Serbia – When you get lucky enough to have a little extra pocket money left over, most teenagers spend it on clothes, cell phones, going out, and traveling, most, but not 19-year-old Matthias Franklin, a Belgrade resident born in London who invested his pocket money in humanity.
From his student allowance Matthias bought bureks (savory pastry pies) for refugee families staying in a Belgrade park. When his grandmother, who lives in London, heard what her grandson was doing it touched her so deeply that she decided to send money every day so that he could continue his humane action that has been going on for the past ten days.
Before he himself eats breakfast, Matthias goes to a nearby bakery where, every morning, he purchases 100 pies with cheese. Then, overjoyed, he divides them among the families from Syria residing in the city, living outdoors on cold nights and sleeping on the ground.

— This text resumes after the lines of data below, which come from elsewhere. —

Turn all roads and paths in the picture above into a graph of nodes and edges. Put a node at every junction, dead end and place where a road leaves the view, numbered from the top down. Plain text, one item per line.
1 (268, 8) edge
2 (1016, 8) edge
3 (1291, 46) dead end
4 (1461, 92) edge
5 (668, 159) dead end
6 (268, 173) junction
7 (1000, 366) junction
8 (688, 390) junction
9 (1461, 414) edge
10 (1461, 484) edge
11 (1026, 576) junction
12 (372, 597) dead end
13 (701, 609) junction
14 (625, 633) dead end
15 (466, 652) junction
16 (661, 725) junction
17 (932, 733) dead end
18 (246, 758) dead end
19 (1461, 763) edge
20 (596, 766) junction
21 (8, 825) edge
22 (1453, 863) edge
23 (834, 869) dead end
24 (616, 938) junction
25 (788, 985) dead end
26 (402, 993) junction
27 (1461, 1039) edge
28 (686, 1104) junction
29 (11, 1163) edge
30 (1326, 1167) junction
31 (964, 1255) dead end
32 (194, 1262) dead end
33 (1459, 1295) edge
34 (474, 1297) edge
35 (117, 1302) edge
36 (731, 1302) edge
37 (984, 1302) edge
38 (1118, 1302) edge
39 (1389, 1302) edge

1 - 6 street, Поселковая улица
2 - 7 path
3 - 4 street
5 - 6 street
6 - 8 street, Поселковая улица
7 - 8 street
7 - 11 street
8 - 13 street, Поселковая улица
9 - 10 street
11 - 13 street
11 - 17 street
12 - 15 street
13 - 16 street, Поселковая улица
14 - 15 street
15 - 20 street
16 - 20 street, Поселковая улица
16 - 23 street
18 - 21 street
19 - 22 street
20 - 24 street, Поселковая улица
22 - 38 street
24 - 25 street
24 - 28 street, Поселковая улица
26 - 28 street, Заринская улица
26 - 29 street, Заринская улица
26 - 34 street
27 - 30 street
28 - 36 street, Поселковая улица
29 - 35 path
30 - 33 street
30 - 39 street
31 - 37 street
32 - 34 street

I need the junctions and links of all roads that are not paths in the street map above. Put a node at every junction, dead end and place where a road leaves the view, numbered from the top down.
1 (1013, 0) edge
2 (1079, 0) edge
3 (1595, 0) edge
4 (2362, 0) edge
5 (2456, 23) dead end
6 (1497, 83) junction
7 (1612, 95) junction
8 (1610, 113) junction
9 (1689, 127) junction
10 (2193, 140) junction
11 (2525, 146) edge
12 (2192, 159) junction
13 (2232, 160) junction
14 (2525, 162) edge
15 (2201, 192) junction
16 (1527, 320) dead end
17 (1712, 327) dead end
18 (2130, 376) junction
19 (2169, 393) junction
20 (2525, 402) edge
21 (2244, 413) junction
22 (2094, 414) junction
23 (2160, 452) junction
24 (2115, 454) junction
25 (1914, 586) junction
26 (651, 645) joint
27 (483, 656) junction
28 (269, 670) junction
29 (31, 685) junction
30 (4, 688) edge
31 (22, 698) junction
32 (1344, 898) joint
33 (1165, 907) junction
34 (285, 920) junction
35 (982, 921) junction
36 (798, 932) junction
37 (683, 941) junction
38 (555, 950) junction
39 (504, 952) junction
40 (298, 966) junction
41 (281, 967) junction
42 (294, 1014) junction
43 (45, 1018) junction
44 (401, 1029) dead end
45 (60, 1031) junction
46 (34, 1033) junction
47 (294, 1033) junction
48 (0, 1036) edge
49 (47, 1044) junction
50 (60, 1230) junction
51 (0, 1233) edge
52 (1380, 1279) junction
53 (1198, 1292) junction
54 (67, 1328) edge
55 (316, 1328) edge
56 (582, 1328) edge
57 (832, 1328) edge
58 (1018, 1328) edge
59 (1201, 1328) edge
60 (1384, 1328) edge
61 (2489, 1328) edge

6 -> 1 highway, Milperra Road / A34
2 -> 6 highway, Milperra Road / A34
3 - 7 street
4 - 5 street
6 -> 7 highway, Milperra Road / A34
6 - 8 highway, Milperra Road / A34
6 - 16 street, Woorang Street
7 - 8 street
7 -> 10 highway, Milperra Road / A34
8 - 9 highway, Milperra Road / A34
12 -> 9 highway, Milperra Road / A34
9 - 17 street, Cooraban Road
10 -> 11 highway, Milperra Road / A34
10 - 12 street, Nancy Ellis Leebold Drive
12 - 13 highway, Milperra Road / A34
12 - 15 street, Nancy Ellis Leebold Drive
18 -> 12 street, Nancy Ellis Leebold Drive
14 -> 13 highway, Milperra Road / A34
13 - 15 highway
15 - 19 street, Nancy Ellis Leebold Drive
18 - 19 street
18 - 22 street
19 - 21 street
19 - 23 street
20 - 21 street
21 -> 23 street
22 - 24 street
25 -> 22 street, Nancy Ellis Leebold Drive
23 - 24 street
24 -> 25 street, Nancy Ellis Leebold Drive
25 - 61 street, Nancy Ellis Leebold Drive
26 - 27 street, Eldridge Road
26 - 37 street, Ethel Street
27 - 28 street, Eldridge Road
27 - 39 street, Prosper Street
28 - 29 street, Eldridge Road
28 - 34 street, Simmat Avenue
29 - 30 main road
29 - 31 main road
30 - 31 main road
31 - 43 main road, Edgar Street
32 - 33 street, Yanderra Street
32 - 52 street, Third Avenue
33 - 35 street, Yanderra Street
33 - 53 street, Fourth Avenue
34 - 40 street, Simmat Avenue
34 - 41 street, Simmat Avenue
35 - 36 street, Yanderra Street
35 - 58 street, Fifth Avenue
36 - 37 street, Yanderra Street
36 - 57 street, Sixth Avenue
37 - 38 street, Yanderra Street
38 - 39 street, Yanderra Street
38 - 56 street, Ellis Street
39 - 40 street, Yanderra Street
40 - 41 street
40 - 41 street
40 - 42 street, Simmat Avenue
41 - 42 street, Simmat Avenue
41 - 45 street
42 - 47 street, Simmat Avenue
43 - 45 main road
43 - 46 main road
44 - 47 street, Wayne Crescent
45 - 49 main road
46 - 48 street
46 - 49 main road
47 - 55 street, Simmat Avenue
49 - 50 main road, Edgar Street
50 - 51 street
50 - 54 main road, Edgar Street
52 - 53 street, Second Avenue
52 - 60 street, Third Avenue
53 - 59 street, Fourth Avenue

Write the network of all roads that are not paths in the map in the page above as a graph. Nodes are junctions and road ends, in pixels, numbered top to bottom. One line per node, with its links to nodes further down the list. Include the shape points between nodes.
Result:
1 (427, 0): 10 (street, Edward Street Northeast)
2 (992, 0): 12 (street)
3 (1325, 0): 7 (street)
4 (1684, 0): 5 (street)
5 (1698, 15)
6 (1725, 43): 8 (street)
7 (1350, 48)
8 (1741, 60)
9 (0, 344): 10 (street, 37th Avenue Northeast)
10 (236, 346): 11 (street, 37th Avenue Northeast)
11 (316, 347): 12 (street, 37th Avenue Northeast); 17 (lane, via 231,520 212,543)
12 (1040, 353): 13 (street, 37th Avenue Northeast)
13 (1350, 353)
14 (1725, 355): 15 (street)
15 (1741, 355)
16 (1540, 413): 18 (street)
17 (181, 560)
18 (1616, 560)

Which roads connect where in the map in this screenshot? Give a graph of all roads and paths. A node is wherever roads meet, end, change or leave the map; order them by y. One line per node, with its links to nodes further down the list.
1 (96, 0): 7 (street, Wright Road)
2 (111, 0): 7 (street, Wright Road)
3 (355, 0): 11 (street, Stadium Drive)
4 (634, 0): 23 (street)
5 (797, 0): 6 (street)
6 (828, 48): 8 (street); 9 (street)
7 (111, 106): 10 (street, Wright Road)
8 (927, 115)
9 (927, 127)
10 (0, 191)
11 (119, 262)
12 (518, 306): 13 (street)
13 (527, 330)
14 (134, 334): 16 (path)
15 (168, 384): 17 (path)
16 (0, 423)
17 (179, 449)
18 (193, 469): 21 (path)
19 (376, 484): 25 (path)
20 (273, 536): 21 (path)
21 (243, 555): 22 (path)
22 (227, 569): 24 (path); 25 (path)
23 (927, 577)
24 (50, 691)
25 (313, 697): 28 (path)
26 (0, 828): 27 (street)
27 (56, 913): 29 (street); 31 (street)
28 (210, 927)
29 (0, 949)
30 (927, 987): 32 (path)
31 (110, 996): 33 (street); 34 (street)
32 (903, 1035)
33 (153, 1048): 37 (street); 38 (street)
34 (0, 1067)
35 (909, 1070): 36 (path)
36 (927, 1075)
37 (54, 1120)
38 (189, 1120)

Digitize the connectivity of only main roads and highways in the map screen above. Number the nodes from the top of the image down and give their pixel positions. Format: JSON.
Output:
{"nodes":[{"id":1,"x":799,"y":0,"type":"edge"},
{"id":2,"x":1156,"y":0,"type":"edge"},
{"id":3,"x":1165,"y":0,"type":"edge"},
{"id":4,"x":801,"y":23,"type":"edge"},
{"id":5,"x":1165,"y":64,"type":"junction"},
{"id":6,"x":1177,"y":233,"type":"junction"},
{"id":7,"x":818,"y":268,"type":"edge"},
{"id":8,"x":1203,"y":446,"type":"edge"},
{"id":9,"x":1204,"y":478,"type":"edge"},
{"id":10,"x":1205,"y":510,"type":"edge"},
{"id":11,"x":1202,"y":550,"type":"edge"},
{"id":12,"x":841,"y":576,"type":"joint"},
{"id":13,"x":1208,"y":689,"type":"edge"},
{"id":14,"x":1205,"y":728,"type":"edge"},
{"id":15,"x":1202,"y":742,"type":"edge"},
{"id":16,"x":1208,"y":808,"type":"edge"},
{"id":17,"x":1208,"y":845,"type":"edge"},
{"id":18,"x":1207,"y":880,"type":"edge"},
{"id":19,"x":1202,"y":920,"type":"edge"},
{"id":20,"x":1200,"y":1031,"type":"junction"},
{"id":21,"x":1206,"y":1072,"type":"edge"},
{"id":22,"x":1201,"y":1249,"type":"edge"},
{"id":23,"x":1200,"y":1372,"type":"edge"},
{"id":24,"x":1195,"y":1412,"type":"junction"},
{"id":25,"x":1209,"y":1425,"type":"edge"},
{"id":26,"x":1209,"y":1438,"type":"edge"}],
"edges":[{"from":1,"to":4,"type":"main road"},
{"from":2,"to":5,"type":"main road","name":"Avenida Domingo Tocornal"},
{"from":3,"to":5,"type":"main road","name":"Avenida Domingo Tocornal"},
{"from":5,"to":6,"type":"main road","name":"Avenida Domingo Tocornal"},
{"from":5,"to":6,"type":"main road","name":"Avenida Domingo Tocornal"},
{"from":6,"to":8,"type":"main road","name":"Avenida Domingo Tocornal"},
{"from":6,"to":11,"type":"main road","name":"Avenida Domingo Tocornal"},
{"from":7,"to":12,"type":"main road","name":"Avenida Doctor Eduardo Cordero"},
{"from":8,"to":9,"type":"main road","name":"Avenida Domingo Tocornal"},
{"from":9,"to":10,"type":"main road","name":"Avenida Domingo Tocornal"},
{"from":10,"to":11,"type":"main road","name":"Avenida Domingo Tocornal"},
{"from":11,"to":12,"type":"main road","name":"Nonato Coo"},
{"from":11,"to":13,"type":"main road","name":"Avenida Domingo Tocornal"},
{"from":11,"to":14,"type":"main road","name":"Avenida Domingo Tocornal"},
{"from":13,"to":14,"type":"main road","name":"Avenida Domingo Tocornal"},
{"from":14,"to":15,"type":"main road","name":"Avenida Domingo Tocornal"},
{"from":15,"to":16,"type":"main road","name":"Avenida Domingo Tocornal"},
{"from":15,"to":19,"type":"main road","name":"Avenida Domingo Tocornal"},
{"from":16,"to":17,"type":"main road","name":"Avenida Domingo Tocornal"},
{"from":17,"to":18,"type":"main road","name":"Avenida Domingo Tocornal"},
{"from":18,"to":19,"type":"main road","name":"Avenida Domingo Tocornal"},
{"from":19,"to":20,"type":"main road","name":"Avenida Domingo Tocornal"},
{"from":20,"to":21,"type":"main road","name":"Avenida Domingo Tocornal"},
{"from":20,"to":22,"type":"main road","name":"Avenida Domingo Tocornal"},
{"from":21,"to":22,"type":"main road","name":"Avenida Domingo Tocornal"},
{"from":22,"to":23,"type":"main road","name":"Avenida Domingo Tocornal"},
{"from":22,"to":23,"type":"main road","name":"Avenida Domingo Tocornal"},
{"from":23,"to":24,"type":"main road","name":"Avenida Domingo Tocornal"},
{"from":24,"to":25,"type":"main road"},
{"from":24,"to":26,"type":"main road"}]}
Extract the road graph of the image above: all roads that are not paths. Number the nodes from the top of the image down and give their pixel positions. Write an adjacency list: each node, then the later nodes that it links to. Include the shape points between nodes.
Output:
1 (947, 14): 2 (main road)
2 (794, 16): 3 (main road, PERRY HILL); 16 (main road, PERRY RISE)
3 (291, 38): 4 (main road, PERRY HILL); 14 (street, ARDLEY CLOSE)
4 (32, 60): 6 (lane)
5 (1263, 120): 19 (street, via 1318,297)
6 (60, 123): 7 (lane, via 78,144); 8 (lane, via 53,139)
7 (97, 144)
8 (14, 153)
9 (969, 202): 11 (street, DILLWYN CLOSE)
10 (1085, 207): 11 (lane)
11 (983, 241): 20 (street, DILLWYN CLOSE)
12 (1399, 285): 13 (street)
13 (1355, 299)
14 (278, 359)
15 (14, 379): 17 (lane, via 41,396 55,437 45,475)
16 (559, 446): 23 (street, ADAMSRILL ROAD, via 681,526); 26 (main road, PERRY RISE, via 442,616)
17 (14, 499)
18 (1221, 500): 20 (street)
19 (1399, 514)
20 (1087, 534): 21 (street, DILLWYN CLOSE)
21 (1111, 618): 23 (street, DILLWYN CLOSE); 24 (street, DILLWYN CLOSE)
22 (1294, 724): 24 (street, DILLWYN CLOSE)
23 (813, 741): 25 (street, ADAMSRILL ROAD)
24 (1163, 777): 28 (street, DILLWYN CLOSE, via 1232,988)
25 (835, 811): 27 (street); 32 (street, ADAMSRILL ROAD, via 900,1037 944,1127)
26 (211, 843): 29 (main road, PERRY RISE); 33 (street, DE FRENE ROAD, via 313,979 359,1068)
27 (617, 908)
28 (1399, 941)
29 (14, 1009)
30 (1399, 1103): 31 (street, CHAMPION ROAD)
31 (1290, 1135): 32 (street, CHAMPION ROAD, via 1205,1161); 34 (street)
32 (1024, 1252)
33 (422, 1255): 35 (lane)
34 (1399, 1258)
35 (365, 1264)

Matthias has already distributed more than a thousand pies and everything was going smoothly until the other day when he walked into a bakery where an unpleasant surprise awaited.
“The bakery I usually visit didn’t have enough pies and soft pretzels that morning, so I went to another bakery, but upon hearing how big my order was, the baker told me, ‘No, no way’ and asked me to leave,” says Matthias.
“The old saying ‘If there is no bread, eat cake’ inspired me, if there weren’t any pies, I’d feed the people with cake. I bought a couple trays of the finest cakes, those with chocolate and whipped cream, because I didn’t want to remember that day by a negative incident, I wanted to remember happy children eating cake in the park,” states 19-year-old Matthias, a young man majoring in Psychology at Cambridge.
Now you’re thinking, “it’s easy for him when he has the money,” but the fact is that there are many who have the means to help out in any way possible, but among them there are very few who will share what they have with others.